I was able to get one of the first available appointments Monday and had a dear friend willingly step up to watch my kiddos so I could attend at that time. I’m so thankful to report that the Lord graciously allowed this cup to pass from me and the re-scans confirmed that the abnormality was non-cancerous and non-worrysome (at least to the professionals!). Tears stung in my eyes as the doctor sat down and calmly reassured me this was just a precaution and they really were not concerned.
“Thank you, MY Jesus!” my heart called out as I skipped out of there, hopefully, until next year.
But that verse from Exodus still hung curiously in my mind. “For what purpose?,” I kept wondering. A few weeks later, during a sermon at our church, as we’re going through the book of Romans, that same verse from Exodus came up again. In Romans 9:17 it is re-quoted “For the Scripture says to Pharaoh: “I raised you up for this very purpose, that I might be proclaimed in all the earth.” and it goes on to say in verse Romans 9:18 “Therefore God has mercy on whom he wants to have mercy and he hardens whom he wants to harden.” Which, I learned, is a reference to a verse in Exodus 33:19 when Moses has asked to see God’s glory. And the Lord said, “I will cause all my goodness to pass in front of you and I will proclaim my name, the Lord, in your presence. I will have mercy on whom I will have mercy and I will have compassion on whom I will have compassion. But,” he said, “you cannot see my face, for no one can see me and live.”
Now, much of this is too complex for this feeble mind to comprehend, but our minister explains it in a way that begins to open my mind and I feel I have a glimpse of the meaning. (Comprehension and re-telling it are two different stories! But I’ll try…) I took it to mean that in these verses in Exodus, God was revealing himself – his glory – to Moses. But not just physically allowing his goodness to pass by Moses, but also proclaiming his identity. This was God, Yahweh, the “I AM” of the Bible, proclaiming that another facet of his identity is He is the One who can choose to have mercy on whom He chooses and the One who can choose to have compassion on whom He chooses to have compassion. And that this same God is the one who is MY Jesus and who hurts when I hurt.
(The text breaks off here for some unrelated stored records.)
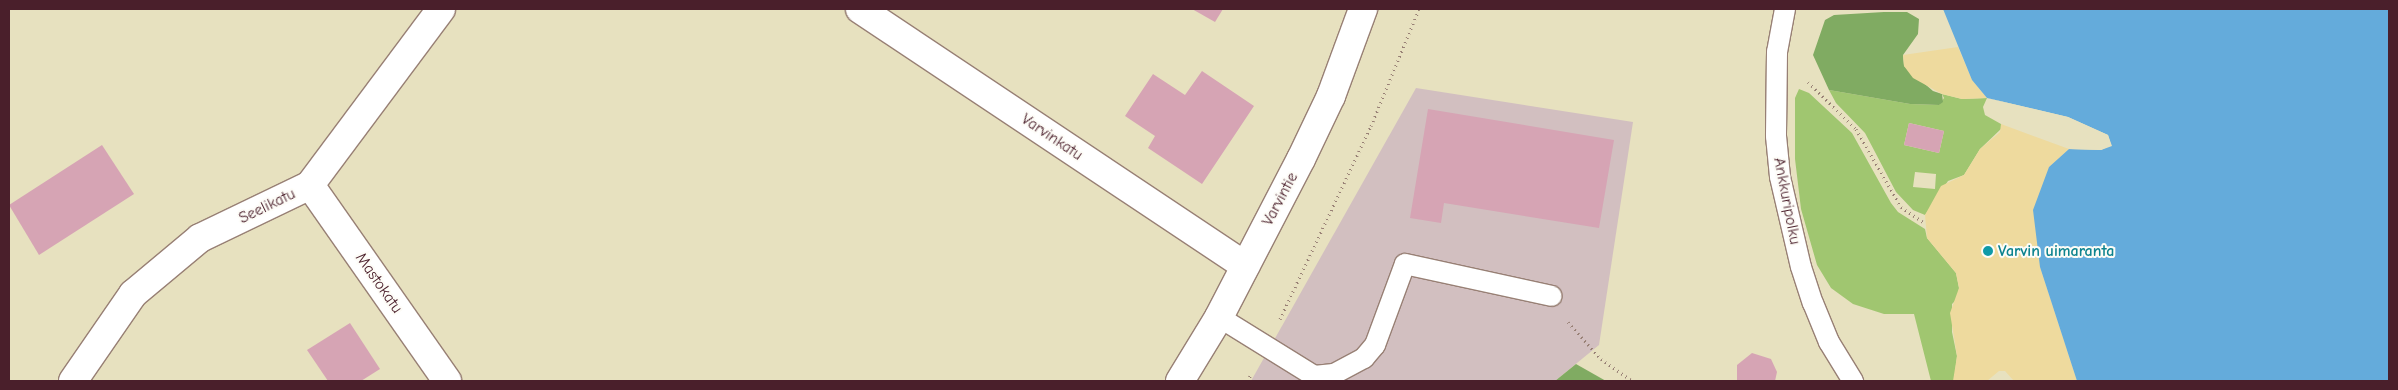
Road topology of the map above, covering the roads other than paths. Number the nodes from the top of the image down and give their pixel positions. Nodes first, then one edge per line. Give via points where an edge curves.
1 (441, 9) edge
2 (860, 9) edge
3 (1363, 9) edge
4 (1785, 9) edge
5 (310, 185) junction
6 (1245, 266) junction
7 (1552, 296) road end
8 (1219, 317) junction
9 (1317, 378) edge
10 (73, 381) edge
11 (447, 381) edge
12 (1180, 381) edge
13 (1853, 381) edge

1 - 5 street, Seelikatu
2 - 6 street, Varvinkatu
3 - 6 street, Varvintie via 1331,96
4 - 13 lane, Ankkuripolku via 1777,52 1776,136 1786,204 1813,303 1829,342
5 - 10 street, Seelikatu via 200,238 133,294
5 - 11 street, Mastokatu
6 - 8 street, Varvintie
7 - 9 lane via 1405,264 1375,345 1364,358 1334,374
8 - 9 lane
8 - 12 street, Varvintie

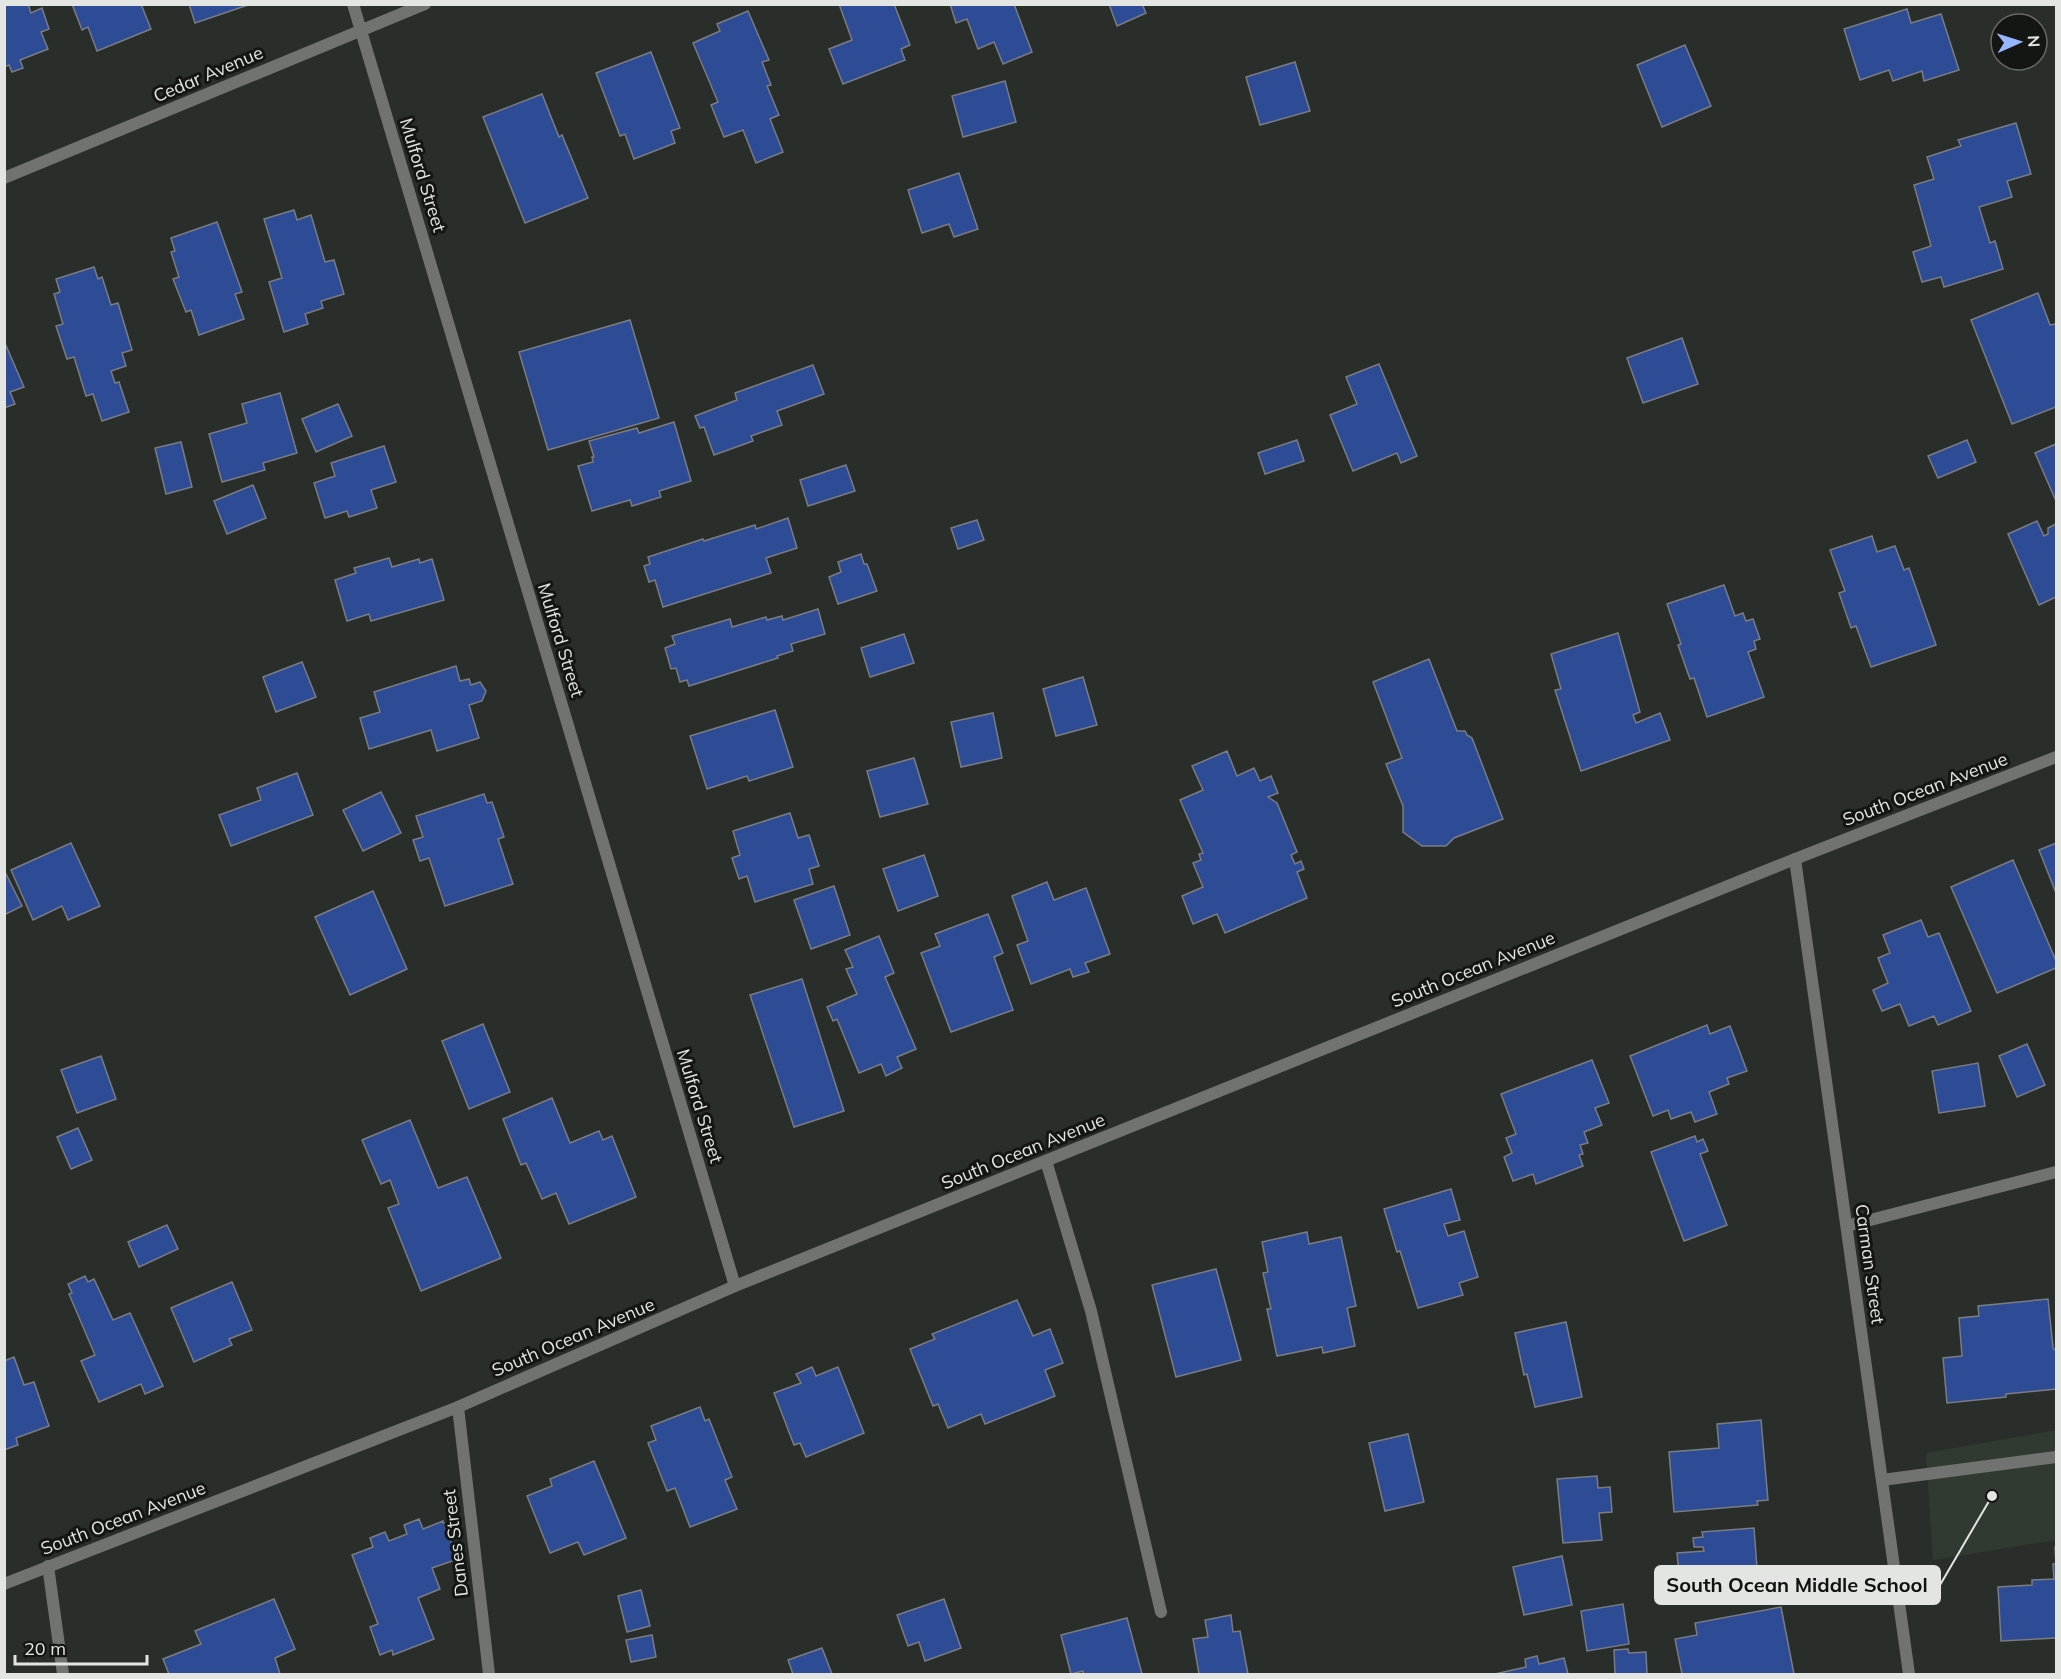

It’s been three weeks now since my negative test results (negative equals positive in this scenario) and again, hearing this verse, tears stung in my eyes. So grateful that the Lord choose to give me compassion and mercy this time – and so many times previously. He has allowed his ‘goodness to pass in front of me’ in so many undeniable ways.
I can’t begin to comprehend how? Or why? And why not me? Or why others don’t get passed over? Or don’t receive what we would consider His compassion and mercy? All I can say is “Thank you, My Jesus!” and I keep clinging to Him regardless.